Whenever a line in the records below contains "roads", pick it out.

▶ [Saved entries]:
==*==
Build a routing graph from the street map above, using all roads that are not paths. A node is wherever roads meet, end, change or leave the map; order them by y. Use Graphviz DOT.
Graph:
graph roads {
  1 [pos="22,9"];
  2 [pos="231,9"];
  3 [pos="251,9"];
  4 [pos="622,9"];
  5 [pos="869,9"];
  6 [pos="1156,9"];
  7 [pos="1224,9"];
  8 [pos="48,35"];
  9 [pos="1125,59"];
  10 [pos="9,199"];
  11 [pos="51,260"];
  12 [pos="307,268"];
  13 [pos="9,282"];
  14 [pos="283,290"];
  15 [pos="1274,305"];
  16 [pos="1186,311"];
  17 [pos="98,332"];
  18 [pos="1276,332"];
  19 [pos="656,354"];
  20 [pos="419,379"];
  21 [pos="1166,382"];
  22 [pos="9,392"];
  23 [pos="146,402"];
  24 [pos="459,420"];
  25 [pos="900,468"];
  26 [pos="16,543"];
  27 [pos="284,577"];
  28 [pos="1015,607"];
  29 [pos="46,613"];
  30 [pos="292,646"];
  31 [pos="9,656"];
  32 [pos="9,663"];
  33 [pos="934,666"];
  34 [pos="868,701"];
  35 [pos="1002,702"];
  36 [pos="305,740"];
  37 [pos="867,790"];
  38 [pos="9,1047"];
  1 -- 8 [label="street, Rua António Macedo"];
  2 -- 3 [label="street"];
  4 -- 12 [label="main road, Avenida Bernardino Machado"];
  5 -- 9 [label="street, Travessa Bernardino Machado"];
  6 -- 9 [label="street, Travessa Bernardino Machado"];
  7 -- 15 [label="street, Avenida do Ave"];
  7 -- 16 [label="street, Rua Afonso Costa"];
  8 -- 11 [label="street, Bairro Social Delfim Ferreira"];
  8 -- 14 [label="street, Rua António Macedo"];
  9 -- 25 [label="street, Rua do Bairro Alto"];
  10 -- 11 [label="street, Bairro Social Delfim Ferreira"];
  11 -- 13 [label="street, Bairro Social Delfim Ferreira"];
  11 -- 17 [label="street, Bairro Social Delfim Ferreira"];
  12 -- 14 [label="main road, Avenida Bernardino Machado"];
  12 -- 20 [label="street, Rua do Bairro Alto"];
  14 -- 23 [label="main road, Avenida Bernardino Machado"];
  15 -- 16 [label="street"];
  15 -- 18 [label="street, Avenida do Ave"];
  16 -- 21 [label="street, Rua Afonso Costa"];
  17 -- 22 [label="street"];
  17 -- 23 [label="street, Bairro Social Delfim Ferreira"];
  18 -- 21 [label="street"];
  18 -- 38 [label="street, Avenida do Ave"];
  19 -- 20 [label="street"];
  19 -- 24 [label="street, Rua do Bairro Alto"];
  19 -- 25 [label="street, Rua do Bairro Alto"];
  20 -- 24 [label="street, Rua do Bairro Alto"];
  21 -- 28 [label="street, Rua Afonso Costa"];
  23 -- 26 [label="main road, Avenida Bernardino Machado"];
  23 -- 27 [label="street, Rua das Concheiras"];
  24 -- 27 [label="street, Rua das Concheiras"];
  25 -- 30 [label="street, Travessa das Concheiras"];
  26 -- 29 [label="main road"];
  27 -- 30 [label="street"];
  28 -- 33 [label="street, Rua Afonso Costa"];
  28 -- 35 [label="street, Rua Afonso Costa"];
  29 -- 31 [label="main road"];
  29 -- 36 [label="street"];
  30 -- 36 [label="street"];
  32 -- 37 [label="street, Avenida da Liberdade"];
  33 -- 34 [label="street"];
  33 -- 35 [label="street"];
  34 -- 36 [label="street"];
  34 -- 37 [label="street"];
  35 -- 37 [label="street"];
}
==*==
▶ [The completed task]:
Build a routing graph from the street map above, using all roads that are not paths. A node is wherever roads meet, end, change or leave the map; order them by y. Use Graphviz DOT.
graph roads {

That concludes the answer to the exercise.